Of the many things Renee Atherley, PA’13, has come to know about her significant other, Jeff Messerly, D.O.’14, is his inability to be dishonest. “And I can read him pretty well, so I didn’t think he’d ever be able to surprise me,” she says. That’s what makes Messerly’s marriage proposal to her last November not only romantic but also deviously brilliant. At the time, he was in an obstetrics/gynecology rotation in Minneapolis; she was in a surgery rotation at Covenant Clinic in Waterloo, IA. On call that weekend, she was assisting her preceptor, Neil McMahon, M.D., with a late-afternoon surgery after which, he informed her, they’d be going to Sartori Memorial Hospital in nearby Cedar Falls for another possible surgery.
Before they left, McMahon told her to first round on patients, including a new admit with esophageal cancer in Room 501: “Write a note on him, and I’ll come up to read your note,” Atherley recalls his instructions. “Make sure to change out of your scrubs, because we’re going to head straight to Sartori from there.”
On the fifth floor, though, Atherley couldn’t find the new patient’s records in the computer system, and the chart was empty outside the closed door of Room 501. The nurses told her they hadn’t had time to make a chart or upload the patient’s information.

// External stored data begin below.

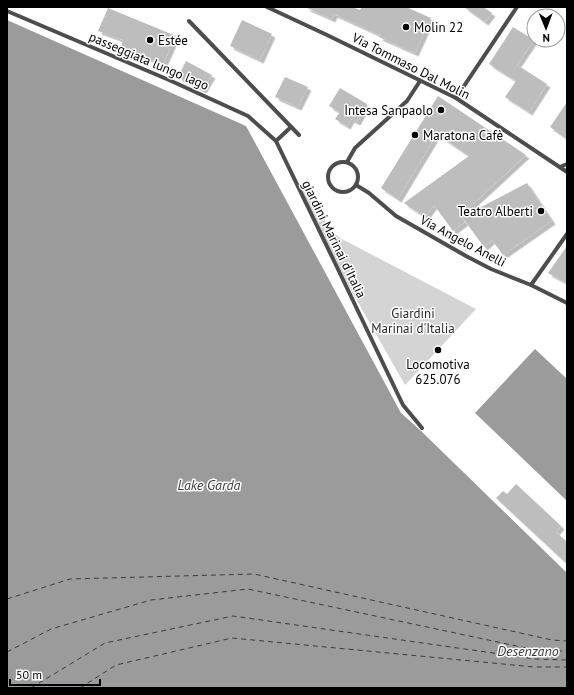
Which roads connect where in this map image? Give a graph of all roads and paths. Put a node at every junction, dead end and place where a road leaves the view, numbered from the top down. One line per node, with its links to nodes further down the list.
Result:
1 (267, 7): 5 (street, Via Tommaso Dal Molin)
2 (517, 7): 6 (street)
3 (7, 11): 9 (street, passeggiata lungo lago)
4 (189, 21): 7 (street)
5 (420, 81): 6 (street, Via Tommaso Dal Molin); 10 (street)
6 (456, 98): 12 (street, Via Tommaso Dal Molin)
7 (291, 127): 8 (street); 9 (street)
8 (298, 135)
9 (276, 141): 18 (street, giardini Marinai d'Italia)
10 (347, 162): 14 (street); 14 (street)
11 (567, 164): 12 (street)
12 (560, 167): 13 (street, Via Tommaso Dal Molin)
13 (567, 172)
14 (356, 185): 16 (street, Via Angelo Anelli)
15 (567, 234): 16 (street)
16 (531, 285): 17 (street, Via Angelo Anelli)
17 (567, 303)
18 (422, 428)

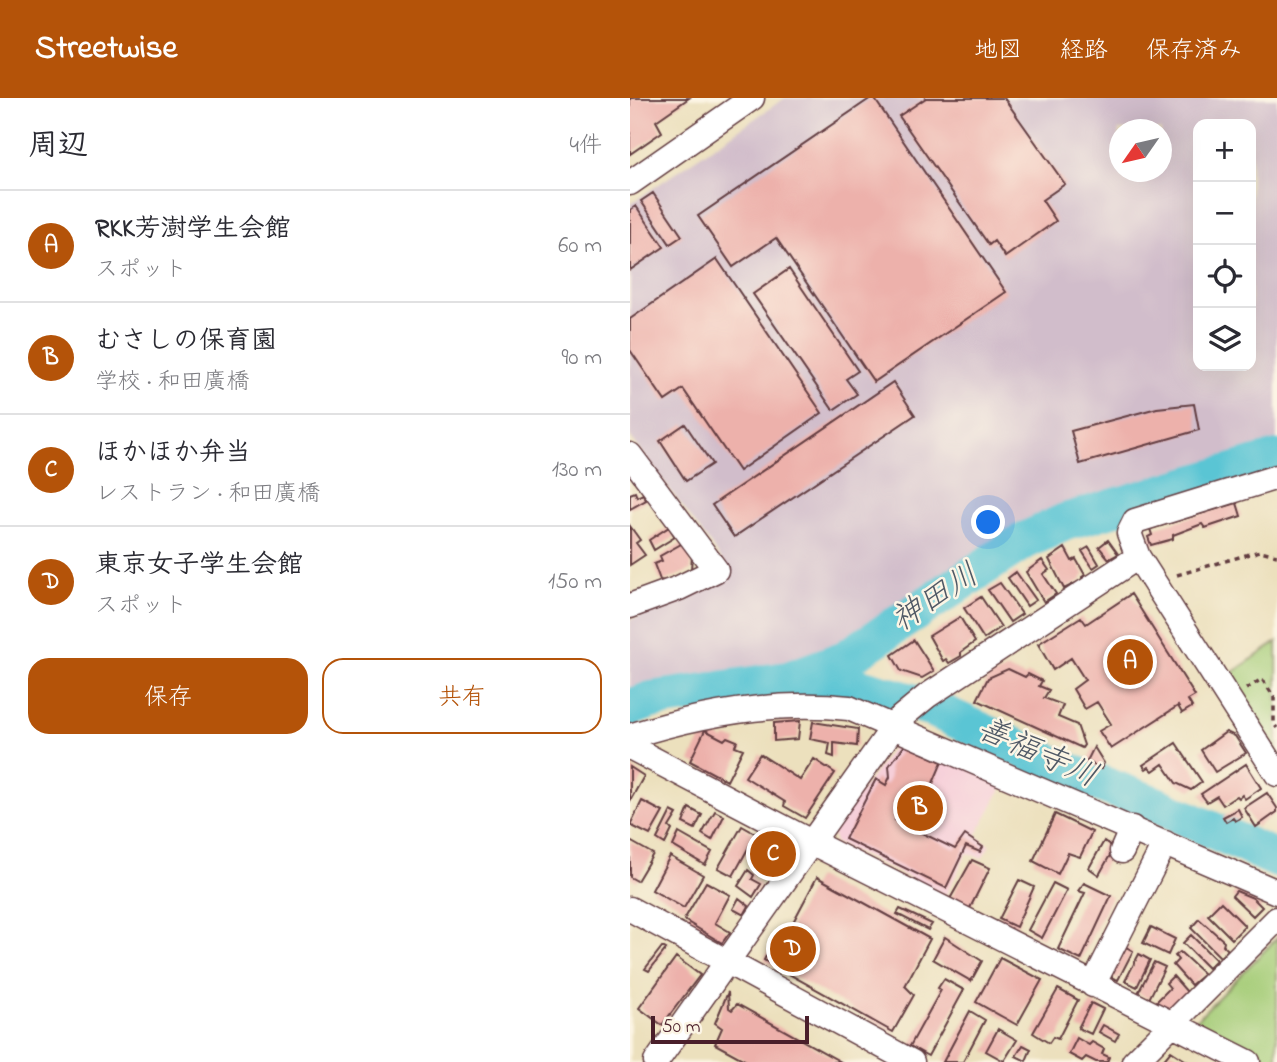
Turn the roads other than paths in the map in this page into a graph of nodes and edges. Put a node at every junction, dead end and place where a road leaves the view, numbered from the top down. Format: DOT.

Little did she know, McMahon and the nurses were partners in Messerly’s plot. “I let the nurses in on the secret so that when Renee went up there, she could get the same answer,” McMahon says. “She is very complete, so I knew I needed their covering for me when I sent her to see a fake patient.”
The oblivious yet diligent Atherley decided to talk to the patient while the nurses supposedly worked on his chart. But instead of a cancer sufferer, she discovered a room adorned in roses and Christmas lights, rose petals strewn on the floor, a box of chocolates on the bed and her beau on one knee.
“I was in shock and instantly burst into tears,” she says. Once she regained her composure, she accepted his proposal – a July 27 wedding is in the works – and got the scoop on his strategy.
“He had been talking with the surgeon on and off all day to make this day possible,” she says. “Jeff also asked if I could have a few hours off, so he could take me to a nice restaurant. He pulled it off, he planned an amazing night and I was very surprised.”